REQUIREMENT >> Where does the word "pinky" occur in the entries below? Copy every line that has it.

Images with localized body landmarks

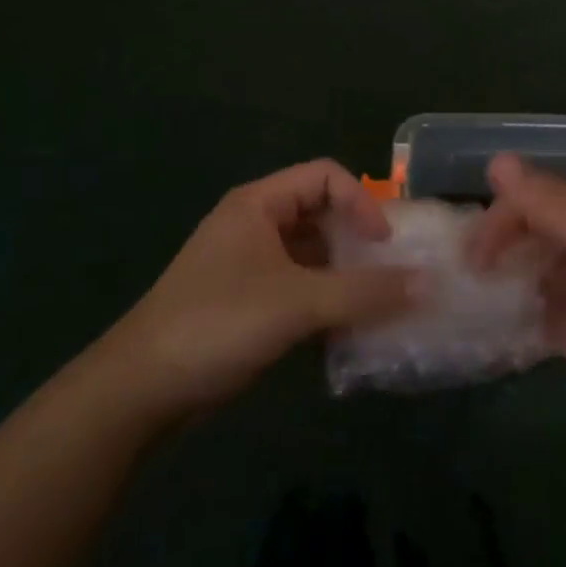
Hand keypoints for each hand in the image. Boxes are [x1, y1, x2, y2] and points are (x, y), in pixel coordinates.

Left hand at [103, 160, 418, 424]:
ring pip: (311, 254)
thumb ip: (362, 292)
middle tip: (392, 271)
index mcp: (259, 204)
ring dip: (344, 274)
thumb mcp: (297, 304)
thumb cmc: (218, 324)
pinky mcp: (245, 300)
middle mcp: (254, 224)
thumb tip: (426, 283)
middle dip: (357, 239)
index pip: (325, 176)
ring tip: (377, 303)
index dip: (361, 201)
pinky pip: (298, 286)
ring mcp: (248, 264)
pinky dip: (324, 300)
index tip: (384, 244)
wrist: (139, 390)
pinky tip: (345, 329)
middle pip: (320, 213)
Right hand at [472, 153, 565, 435]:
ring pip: (521, 275)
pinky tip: (480, 331)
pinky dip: (505, 320)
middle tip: (456, 278)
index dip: (497, 220)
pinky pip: (528, 318)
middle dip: (488, 250)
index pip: (529, 201)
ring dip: (492, 285)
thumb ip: (547, 202)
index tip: (471, 255)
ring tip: (458, 302)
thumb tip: (496, 161)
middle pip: (521, 236)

RESULT OF THIS TASK >>
pinky mcp: (245, 300)
pinky pip: (298, 286)
pinky dip: (324, 300)
pinky tip: (345, 329)
pinky tip: (480, 331)
pinky dip: (505, 320)
pinky pip: (528, 318)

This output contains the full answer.